All conventional autotransfusion devices process blood in batches whereby the bowl initially is filled with shed blood from the reservoir. During this filling process, the bowl rotates at approximately 5000 rpm. The resulting centrifugal forces cause the red blood cells to move to the outer part of the bowl while particles of lighter density (plasma) are found in the centre. These lighter particles are then pumped into the waste bag. Through this process, the red blood cells are concentrated to a target haematocrit of 50-60%. The blood is then washed with saline and finally the washed blood is pumped into the retransfusion bag. This procedure is only effective as long as the bowl is completely filled with red blood cells at a haematocrit of 50-60%. For a conventional bowl with a capacity of 125 mL, approximately 300 mL blood with a haematocrit of 25% are needed to fill this bowl completely. This is another reason for the above-mentioned minimum blood loss.

Two technical advances that have been introduced recently both serve to broaden the indication for autotransfusion to smaller children:

• A bowl with an extremely small capacity (55 mL) has been introduced (Dideco Compact A & Advance®; Sorin Biomedica, Puchheim, Germany). It can be filled as soon as approximately 100 mL shed blood is available. However, the disadvantage of this technology is that if the bowl is not completely filled, a unit of autologous blood with an unpredictable haematocrit and an unpredictable quality is achieved.

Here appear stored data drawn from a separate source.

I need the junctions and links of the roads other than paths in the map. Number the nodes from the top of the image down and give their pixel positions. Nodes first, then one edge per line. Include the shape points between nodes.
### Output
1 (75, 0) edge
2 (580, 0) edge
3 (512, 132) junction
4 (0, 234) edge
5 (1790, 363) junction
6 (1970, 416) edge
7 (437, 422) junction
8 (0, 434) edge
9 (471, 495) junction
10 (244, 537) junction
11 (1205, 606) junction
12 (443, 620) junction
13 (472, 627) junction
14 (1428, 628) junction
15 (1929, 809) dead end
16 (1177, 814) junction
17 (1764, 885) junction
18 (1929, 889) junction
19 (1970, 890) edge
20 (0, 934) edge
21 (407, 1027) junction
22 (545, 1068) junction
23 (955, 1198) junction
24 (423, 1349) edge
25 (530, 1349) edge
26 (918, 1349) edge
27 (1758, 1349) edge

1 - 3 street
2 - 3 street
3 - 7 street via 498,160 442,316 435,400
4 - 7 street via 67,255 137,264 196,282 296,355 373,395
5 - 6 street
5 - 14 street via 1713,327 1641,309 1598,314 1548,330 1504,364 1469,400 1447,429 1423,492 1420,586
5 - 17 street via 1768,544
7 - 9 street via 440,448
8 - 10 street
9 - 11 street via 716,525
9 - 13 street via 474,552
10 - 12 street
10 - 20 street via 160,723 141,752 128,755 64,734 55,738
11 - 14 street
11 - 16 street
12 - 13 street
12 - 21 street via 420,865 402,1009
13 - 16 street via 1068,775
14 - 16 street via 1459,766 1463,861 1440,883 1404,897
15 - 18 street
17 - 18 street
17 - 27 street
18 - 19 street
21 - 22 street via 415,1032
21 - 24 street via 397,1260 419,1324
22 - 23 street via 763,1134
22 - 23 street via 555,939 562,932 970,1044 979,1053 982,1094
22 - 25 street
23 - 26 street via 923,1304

• Continuous autotransfusion device (CATS®; Fresenius AG, Bad Homburg, Germany) is the first device not based on a (Latham) bowl. Shed blood is pumped into a separation chamber (capacity approximately 30 mL) while simultaneously saline 0.9% is added for the washing procedure. The final product is then pumped into a retransfusion bag. This device allows the effective processing of shed blood even if <100 mL are available. The delivered autologous blood product is characterized by a constant quality and haematocrit independent of the amount of shed blood. This, and the higher recovery rate of red blood cells, makes the CATS® superior when compared with the Dideco® [13].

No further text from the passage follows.